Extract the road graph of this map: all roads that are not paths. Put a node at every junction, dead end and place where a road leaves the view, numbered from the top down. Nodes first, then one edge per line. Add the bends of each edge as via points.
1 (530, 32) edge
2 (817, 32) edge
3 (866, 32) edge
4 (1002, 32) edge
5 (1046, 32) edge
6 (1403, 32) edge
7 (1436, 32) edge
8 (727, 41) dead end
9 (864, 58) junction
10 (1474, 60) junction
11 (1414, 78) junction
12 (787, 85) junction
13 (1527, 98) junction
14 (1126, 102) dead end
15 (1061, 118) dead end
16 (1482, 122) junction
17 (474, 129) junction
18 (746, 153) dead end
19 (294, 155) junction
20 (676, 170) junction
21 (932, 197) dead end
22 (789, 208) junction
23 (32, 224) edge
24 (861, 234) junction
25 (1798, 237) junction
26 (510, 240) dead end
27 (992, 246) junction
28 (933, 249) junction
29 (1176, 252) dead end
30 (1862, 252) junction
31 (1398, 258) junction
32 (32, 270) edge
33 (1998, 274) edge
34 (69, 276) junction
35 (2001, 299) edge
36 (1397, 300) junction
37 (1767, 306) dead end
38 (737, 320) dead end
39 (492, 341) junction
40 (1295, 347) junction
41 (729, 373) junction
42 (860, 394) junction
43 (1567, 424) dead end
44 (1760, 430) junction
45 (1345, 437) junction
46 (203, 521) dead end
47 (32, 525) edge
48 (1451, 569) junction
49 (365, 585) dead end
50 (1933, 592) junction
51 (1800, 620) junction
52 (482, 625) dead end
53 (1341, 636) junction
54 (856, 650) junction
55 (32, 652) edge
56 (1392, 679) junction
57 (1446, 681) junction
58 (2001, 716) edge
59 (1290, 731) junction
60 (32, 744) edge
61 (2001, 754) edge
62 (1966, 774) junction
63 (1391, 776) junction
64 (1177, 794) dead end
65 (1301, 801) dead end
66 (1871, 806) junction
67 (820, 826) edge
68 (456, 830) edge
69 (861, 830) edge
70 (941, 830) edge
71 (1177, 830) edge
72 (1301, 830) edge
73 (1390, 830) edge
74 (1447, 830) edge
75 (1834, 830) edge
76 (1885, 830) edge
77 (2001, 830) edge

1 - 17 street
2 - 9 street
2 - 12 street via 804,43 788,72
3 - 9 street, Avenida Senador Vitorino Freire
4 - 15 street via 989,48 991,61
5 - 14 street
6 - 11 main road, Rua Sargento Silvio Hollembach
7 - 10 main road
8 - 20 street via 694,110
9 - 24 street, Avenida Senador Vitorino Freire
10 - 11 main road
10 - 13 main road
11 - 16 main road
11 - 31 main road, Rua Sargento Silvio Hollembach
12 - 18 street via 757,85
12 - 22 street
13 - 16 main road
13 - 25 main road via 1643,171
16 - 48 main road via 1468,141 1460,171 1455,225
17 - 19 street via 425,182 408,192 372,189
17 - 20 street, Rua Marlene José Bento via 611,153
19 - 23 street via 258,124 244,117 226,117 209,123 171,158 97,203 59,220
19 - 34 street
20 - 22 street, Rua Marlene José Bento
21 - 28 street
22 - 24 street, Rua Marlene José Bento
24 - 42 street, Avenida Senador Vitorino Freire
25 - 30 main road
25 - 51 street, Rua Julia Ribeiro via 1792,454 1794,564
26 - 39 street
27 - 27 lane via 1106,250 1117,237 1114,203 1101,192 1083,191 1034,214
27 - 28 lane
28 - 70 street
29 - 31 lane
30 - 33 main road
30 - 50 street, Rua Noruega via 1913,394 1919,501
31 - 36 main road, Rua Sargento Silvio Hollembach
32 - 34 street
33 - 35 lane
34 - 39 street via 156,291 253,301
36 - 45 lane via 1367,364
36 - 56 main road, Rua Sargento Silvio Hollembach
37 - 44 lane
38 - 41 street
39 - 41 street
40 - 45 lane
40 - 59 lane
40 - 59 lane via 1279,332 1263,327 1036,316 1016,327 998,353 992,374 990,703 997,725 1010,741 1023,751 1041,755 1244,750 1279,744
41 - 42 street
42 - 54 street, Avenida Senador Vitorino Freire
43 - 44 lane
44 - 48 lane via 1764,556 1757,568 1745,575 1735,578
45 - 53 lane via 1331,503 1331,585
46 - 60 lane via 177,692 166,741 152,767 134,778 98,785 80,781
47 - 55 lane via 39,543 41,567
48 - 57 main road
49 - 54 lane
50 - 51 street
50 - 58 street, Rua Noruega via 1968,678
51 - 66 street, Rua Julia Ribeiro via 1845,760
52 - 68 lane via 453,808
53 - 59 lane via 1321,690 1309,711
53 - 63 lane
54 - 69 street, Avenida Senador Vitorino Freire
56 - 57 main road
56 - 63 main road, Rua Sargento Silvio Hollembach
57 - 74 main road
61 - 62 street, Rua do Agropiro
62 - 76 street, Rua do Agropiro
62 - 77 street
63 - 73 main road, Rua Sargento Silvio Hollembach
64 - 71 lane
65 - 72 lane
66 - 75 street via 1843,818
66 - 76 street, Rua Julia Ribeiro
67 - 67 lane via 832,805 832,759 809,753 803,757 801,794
****************************************
* The task *
Give the listing again. Leave every word as it stands.

* Written response *
Extract the road graph of this map: all roads that are not paths. Put a node at every junction, dead end and place where a road leaves the view, numbered from the top down. Nodes first, then one edge per line. Add the bends of each edge as via points.
1 (530, 32) edge
2 (817, 32) edge
3 (866, 32) edge
4 (1002, 32) edge
5 (1046, 32) edge
6 (1403, 32) edge
7 (1436, 32) edge
8 (727, 41) dead end
9 (864, 58) junction
10 (1474, 60) junction
11 (1414, 78) junction
12 (787, 85) junction
13 (1527, 98) junction
14 (1126, 102) dead end
15 (1061, 118) dead end
16 (1482, 122) junction
17 (474, 129) junction
18 (746, 153) dead end
19 (294, 155) junction
20 (676, 170) junction
21 (932, 197) dead end
22 (789, 208) junction
23 (32, 224) edge
24 (861, 234) junction
25 (1798, 237) junction
26 (510, 240) dead end
27 (992, 246) junction
28 (933, 249) junction
29 (1176, 252) dead end
30 (1862, 252) junction
31 (1398, 258) junction
32 (32, 270) edge
33 (1998, 274) edge
34 (69, 276) junction
35 (2001, 299) edge
36 (1397, 300) junction
37 (1767, 306) dead end
38 (737, 320) dead end
39 (492, 341) junction
40 (1295, 347) junction
41 (729, 373) junction
42 (860, 394) junction
43 (1567, 424) dead end
44 (1760, 430) junction
45 (1345, 437) junction
46 (203, 521) dead end
47 (32, 525) edge
48 (1451, 569) junction
49 (365, 585) dead end
50 (1933, 592) junction
51 (1800, 620) junction
52 (482, 625) dead end
53 (1341, 636) junction
54 (856, 650) junction
55 (32, 652) edge
56 (1392, 679) junction
57 (1446, 681) junction
58 (2001, 716) edge
59 (1290, 731) junction
60 (32, 744) edge
61 (2001, 754) edge
62 (1966, 774) junction
63 (1391, 776) junction
64 (1177, 794) dead end
65 (1301, 801) dead end
66 (1871, 806) junction
67 (820, 826) edge
68 (456, 830) edge
69 (861, 830) edge
70 (941, 830) edge
71 (1177, 830) edge
72 (1301, 830) edge
73 (1390, 830) edge
74 (1447, 830) edge
75 (1834, 830) edge
76 (1885, 830) edge
77 (2001, 830) edge

1 - 17 street
2 - 9 street
2 - 12 street via 804,43 788,72
3 - 9 street, Avenida Senador Vitorino Freire
4 - 15 street via 989,48 991,61
5 - 14 street
6 - 11 main road, Rua Sargento Silvio Hollembach
7 - 10 main road
8 - 20 street via 694,110
9 - 24 street, Avenida Senador Vitorino Freire
10 - 11 main road
10 - 13 main road
11 - 16 main road
11 - 31 main road, Rua Sargento Silvio Hollembach
12 - 18 street via 757,85
12 - 22 street
13 - 16 main road
13 - 25 main road via 1643,171
16 - 48 main road via 1468,141 1460,171 1455,225
17 - 19 street via 425,182 408,192 372,189
17 - 20 street, Rua Marlene José Bento via 611,153
19 - 23 street via 258,124 244,117 226,117 209,123 171,158 97,203 59,220
19 - 34 street
20 - 22 street, Rua Marlene José Bento
21 - 28 street
22 - 24 street, Rua Marlene José Bento
24 - 42 street, Avenida Senador Vitorino Freire
25 - 30 main road
25 - 51 street, Rua Julia Ribeiro via 1792,454 1794,564
26 - 39 street
27 - 27 lane via 1106,250 1117,237 1114,203 1101,192 1083,191 1034,214
27 - 28 lane
28 - 70 street
29 - 31 lane
30 - 33 main road
30 - 50 street, Rua Noruega via 1913,394 1919,501
31 - 36 main road, Rua Sargento Silvio Hollembach
32 - 34 street
33 - 35 lane
34 - 39 street via 156,291 253,301
36 - 45 lane via 1367,364
36 - 56 main road, Rua Sargento Silvio Hollembach
37 - 44 lane
38 - 41 street
39 - 41 street
40 - 45 lane
40 - 59 lane
40 - 59 lane via 1279,332 1263,327 1036,316 1016,327 998,353 992,374 990,703 997,725 1010,741 1023,751 1041,755 1244,750 1279,744
41 - 42 street
42 - 54 street, Avenida Senador Vitorino Freire
43 - 44 lane
44 - 48 lane via 1764,556 1757,568 1745,575 1735,578
45 - 53 lane via 1331,503 1331,585
46 - 60 lane via 177,692 166,741 152,767 134,778 98,785 80,781
47 - 55 lane via 39,543 41,567
48 - 57 main road
49 - 54 lane
50 - 51 street
50 - 58 street, Rua Noruega via 1968,678
51 - 66 street, Rua Julia Ribeiro via 1845,760
52 - 68 lane via 453,808
53 - 59 lane via 1321,690 1309,711
53 - 63 lane
54 - 69 street, Avenida Senador Vitorino Freire
56 - 57 main road
56 - 63 main road, Rua Sargento Silvio Hollembach
57 - 74 main road
61 - 62 street, Rua do Agropiro
62 - 76 street, Rua do Agropiro
62 - 77 street
63 - 73 main road, Rua Sargento Silvio Hollembach
64 - 71 lane
65 - 72 lane
66 - 75 street via 1843,818
66 - 76 street, Rua Julia Ribeiro
67 - 67 lane via 832,805 832,759 809,753 803,757 801,794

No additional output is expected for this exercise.